Dataset entries:
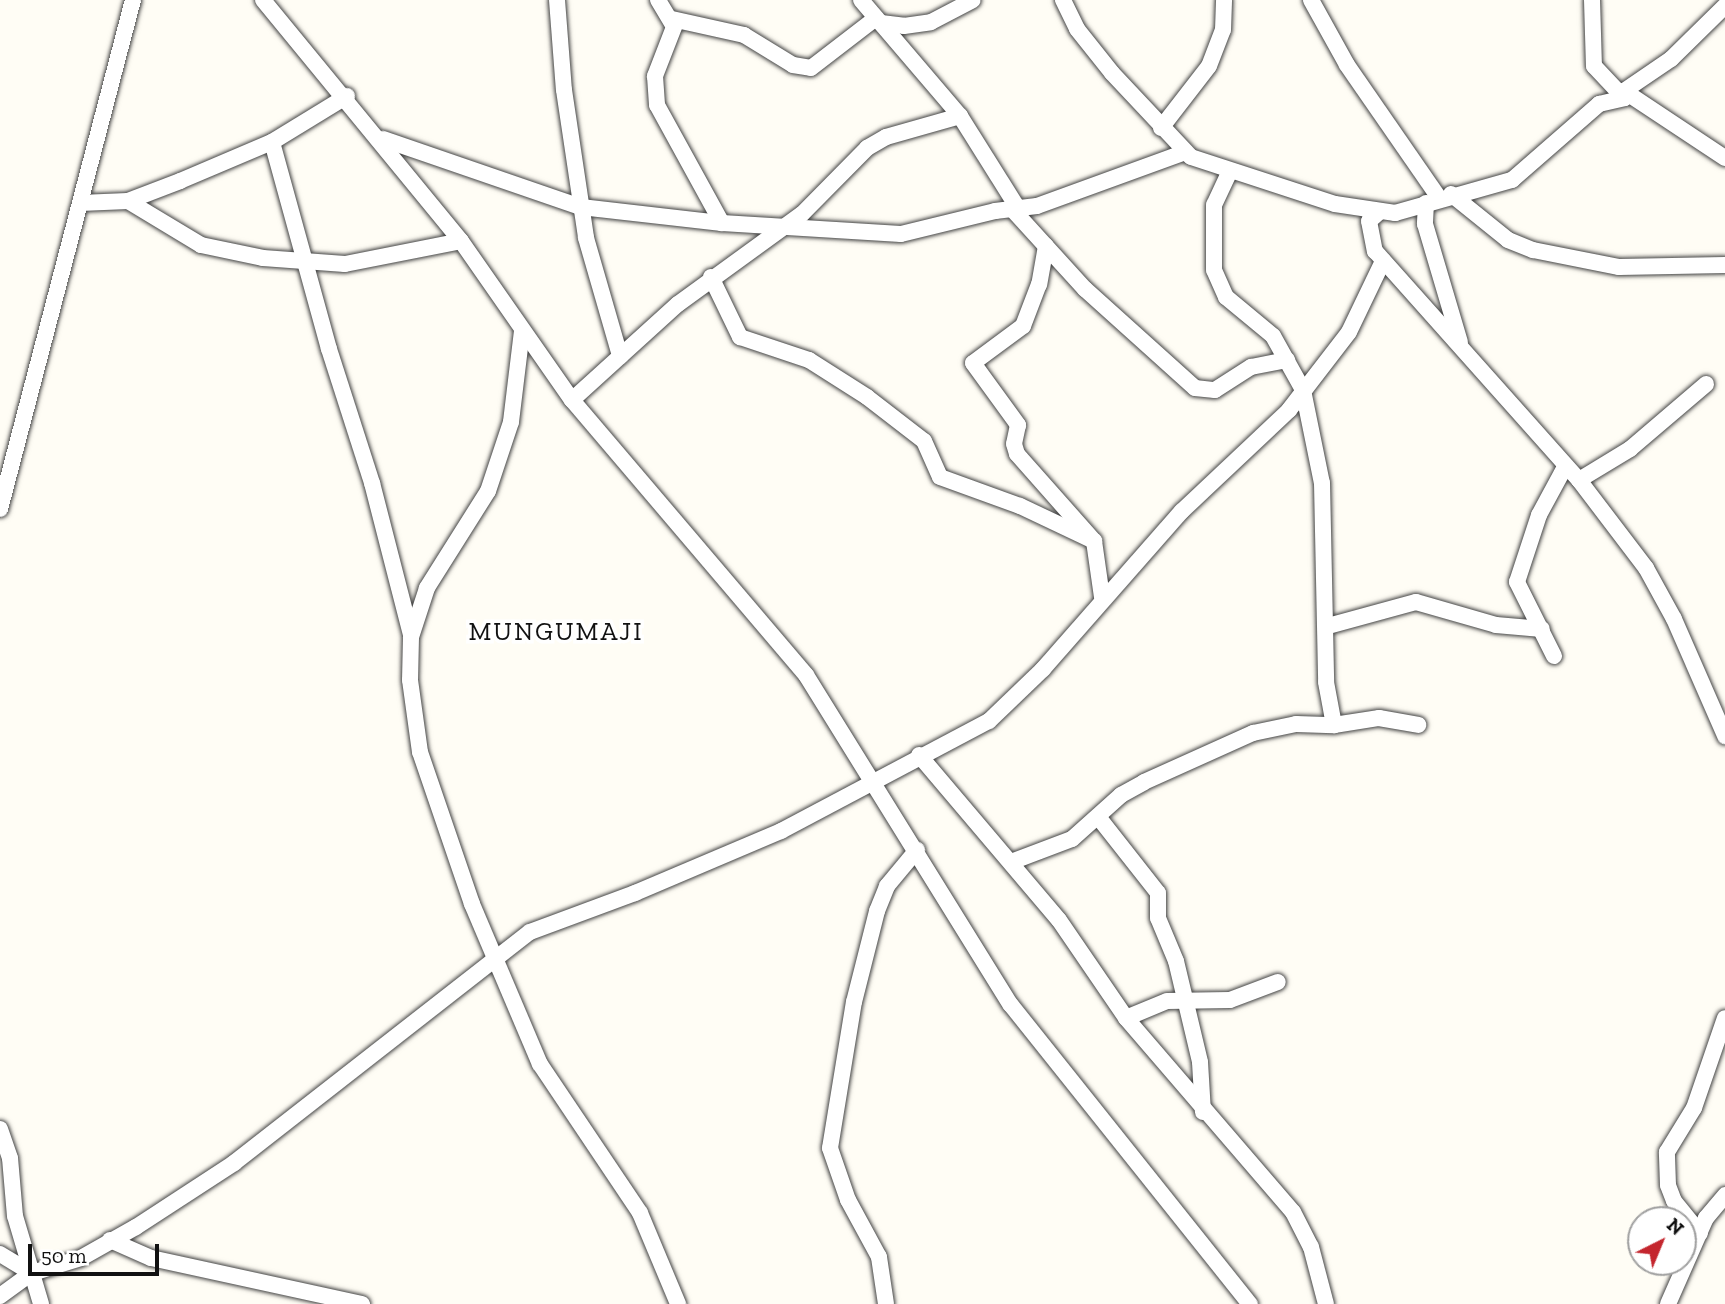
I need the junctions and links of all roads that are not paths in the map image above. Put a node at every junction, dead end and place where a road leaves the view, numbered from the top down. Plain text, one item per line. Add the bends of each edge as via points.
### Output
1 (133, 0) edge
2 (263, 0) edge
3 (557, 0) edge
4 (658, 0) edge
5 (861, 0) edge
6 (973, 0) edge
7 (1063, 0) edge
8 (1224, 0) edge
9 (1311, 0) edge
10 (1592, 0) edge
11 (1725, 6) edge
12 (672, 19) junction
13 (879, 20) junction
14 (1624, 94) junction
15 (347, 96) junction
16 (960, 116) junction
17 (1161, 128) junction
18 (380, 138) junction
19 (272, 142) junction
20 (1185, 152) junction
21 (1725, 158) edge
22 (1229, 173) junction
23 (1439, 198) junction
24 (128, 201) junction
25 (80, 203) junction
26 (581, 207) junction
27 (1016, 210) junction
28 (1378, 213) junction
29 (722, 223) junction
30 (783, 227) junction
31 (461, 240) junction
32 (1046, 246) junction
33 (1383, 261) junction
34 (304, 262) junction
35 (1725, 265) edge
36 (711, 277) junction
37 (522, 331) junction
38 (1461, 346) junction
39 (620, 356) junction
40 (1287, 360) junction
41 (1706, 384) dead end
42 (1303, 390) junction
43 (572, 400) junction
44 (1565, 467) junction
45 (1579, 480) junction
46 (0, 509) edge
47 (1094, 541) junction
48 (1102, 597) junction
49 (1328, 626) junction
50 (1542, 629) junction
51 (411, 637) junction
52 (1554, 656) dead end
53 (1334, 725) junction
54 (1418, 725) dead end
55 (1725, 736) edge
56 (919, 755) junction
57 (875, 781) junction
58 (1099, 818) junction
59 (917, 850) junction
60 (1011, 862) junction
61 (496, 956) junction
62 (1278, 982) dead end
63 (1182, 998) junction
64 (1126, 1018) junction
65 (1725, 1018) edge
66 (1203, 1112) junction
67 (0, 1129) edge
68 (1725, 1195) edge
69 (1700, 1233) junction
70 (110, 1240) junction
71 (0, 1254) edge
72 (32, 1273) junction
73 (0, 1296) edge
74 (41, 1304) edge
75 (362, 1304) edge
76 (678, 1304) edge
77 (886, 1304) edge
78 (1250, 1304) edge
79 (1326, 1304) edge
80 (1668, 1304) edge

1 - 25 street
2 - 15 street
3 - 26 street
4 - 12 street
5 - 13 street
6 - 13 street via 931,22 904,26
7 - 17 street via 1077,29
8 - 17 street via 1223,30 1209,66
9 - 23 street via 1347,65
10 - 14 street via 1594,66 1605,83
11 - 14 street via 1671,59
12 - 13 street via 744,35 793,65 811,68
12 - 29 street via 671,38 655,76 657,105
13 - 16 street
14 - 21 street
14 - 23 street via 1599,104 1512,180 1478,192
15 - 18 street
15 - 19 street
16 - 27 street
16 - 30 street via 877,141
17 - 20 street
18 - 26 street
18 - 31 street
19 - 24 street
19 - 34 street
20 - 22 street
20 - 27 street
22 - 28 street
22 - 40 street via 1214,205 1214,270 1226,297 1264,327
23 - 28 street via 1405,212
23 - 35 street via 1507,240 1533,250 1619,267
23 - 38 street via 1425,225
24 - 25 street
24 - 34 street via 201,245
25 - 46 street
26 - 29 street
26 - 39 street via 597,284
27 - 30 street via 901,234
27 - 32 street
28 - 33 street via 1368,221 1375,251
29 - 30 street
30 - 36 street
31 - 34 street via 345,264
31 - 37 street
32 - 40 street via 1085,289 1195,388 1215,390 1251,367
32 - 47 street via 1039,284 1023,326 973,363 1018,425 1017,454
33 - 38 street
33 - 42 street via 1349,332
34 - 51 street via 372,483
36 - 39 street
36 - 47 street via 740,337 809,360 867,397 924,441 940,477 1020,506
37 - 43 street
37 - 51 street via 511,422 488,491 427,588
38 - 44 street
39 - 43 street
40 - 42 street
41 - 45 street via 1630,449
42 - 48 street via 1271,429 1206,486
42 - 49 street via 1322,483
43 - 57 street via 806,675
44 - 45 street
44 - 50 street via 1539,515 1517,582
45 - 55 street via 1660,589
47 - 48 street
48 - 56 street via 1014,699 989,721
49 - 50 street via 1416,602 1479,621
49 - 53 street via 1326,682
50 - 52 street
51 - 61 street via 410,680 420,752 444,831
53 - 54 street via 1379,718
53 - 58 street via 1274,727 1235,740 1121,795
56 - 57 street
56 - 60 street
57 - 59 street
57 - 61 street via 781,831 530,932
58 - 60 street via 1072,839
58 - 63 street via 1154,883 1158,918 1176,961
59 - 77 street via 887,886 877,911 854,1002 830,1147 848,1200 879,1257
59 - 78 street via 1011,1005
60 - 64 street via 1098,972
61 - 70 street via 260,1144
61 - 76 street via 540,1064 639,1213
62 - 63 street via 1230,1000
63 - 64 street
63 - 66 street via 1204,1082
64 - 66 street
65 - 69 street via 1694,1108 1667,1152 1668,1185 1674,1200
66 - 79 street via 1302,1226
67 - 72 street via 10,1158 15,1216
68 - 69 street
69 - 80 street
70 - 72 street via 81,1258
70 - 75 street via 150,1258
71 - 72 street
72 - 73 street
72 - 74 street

• [AIM OF THE EXERCISE] Pictures stay out; the data above is to be returned exactly.

• [RESPONSE BOX]
I need the junctions and links of all roads that are not paths in the map image above. Put a node at every junction, dead end and place where a road leaves the view, numbered from the top down. Plain text, one item per line. Add the bends of each edge as via points.
### Output
1 (133, 0) edge
2 (263, 0) edge
3 (557, 0) edge
4 (658, 0) edge
5 (861, 0) edge
6 (973, 0) edge
7 (1063, 0) edge
8 (1224, 0) edge
9 (1311, 0) edge
10 (1592, 0) edge
11 (1725, 6) edge
12 (672, 19) junction
13 (879, 20) junction
14 (1624, 94) junction
15 (347, 96) junction
16 (960, 116) junction
17 (1161, 128) junction
18 (380, 138) junction
19 (272, 142) junction
20 (1185, 152) junction
21 (1725, 158) edge
22 (1229, 173) junction
23 (1439, 198) junction
24 (128, 201) junction
25 (80, 203) junction
26 (581, 207) junction
27 (1016, 210) junction
28 (1378, 213) junction
29 (722, 223) junction
30 (783, 227) junction
31 (461, 240) junction
32 (1046, 246) junction
33 (1383, 261) junction
34 (304, 262) junction
35 (1725, 265) edge
36 (711, 277) junction
37 (522, 331) junction
38 (1461, 346) junction
39 (620, 356) junction
40 (1287, 360) junction
41 (1706, 384) dead end
42 (1303, 390) junction
43 (572, 400) junction
44 (1565, 467) junction
45 (1579, 480) junction
46 (0, 509) edge
47 (1094, 541) junction
48 (1102, 597) junction
49 (1328, 626) junction
50 (1542, 629) junction
51 (411, 637) junction
52 (1554, 656) dead end
53 (1334, 725) junction
54 (1418, 725) dead end
55 (1725, 736) edge
56 (919, 755) junction
57 (875, 781) junction
58 (1099, 818) junction
59 (917, 850) junction
60 (1011, 862) junction
61 (496, 956) junction
62 (1278, 982) dead end
63 (1182, 998) junction
64 (1126, 1018) junction
65 (1725, 1018) edge
66 (1203, 1112) junction
67 (0, 1129) edge
68 (1725, 1195) edge
69 (1700, 1233) junction
70 (110, 1240) junction
71 (0, 1254) edge
72 (32, 1273) junction
73 (0, 1296) edge
74 (41, 1304) edge
75 (362, 1304) edge
76 (678, 1304) edge
77 (886, 1304) edge
78 (1250, 1304) edge
79 (1326, 1304) edge
80 (1668, 1304) edge

1 - 25 street
2 - 15 street
3 - 26 street
4 - 12 street
5 - 13 street
6 - 13 street via 931,22 904,26
7 - 17 street via 1077,29
8 - 17 street via 1223,30 1209,66
9 - 23 street via 1347,65
10 - 14 street via 1594,66 1605,83
11 - 14 street via 1671,59
12 - 13 street via 744,35 793,65 811,68
12 - 29 street via 671,38 655,76 657,105
13 - 16 street
14 - 21 street
14 - 23 street via 1599,104 1512,180 1478,192
15 - 18 street
15 - 19 street
16 - 27 street
16 - 30 street via 877,141
17 - 20 street
18 - 26 street
18 - 31 street
19 - 24 street
19 - 34 street
20 - 22 street
20 - 27 street
22 - 28 street
22 - 40 street via 1214,205 1214,270 1226,297 1264,327
23 - 28 street via 1405,212
23 - 35 street via 1507,240 1533,250 1619,267
23 - 38 street via 1425,225
24 - 25 street
24 - 34 street via 201,245
25 - 46 street
26 - 29 street
26 - 39 street via 597,284
27 - 30 street via 901,234
27 - 32 street
28 - 33 street via 1368,221 1375,251
29 - 30 street
30 - 36 street
31 - 34 street via 345,264
31 - 37 street
32 - 40 street via 1085,289 1195,388 1215,390 1251,367
32 - 47 street via 1039,284 1023,326 973,363 1018,425 1017,454
33 - 38 street
33 - 42 street via 1349,332
34 - 51 street via 372,483
36 - 39 street
36 - 47 street via 740,337 809,360 867,397 924,441 940,477 1020,506
37 - 43 street
37 - 51 street via 511,422 488,491 427,588
38 - 44 street
39 - 43 street
40 - 42 street
41 - 45 street via 1630,449
42 - 48 street via 1271,429 1206,486
42 - 49 street via 1322,483
43 - 57 street via 806,675
44 - 45 street
44 - 50 street via 1539,515 1517,582
45 - 55 street via 1660,589
47 - 48 street
48 - 56 street via 1014,699 989,721
49 - 50 street via 1416,602 1479,621
49 - 53 street via 1326,682
50 - 52 street
51 - 61 street via 410,680 420,752 444,831
53 - 54 street via 1379,718
53 - 58 street via 1274,727 1235,740 1121,795
56 - 57 street
56 - 60 street
57 - 59 street
57 - 61 street via 781,831 530,932
58 - 60 street via 1072,839
58 - 63 street via 1154,883 1158,918 1176,961
59 - 77 street via 887,886 877,911 854,1002 830,1147 848,1200 879,1257
59 - 78 street via 1011,1005
60 - 64 street via 1098,972
61 - 70 street via 260,1144
61 - 76 street via 540,1064 639,1213
62 - 63 street via 1230,1000
63 - 64 street
63 - 66 street via 1204,1082
64 - 66 street
65 - 69 street via 1694,1108 1667,1152 1668,1185 1674,1200
66 - 79 street via 1302,1226
67 - 72 street via 10,1158 15,1216
68 - 69 street
69 - 80 street
70 - 72 street via 81,1258
70 - 75 street via 150,1258
71 - 72 street
72 - 73 street
72 - 74 street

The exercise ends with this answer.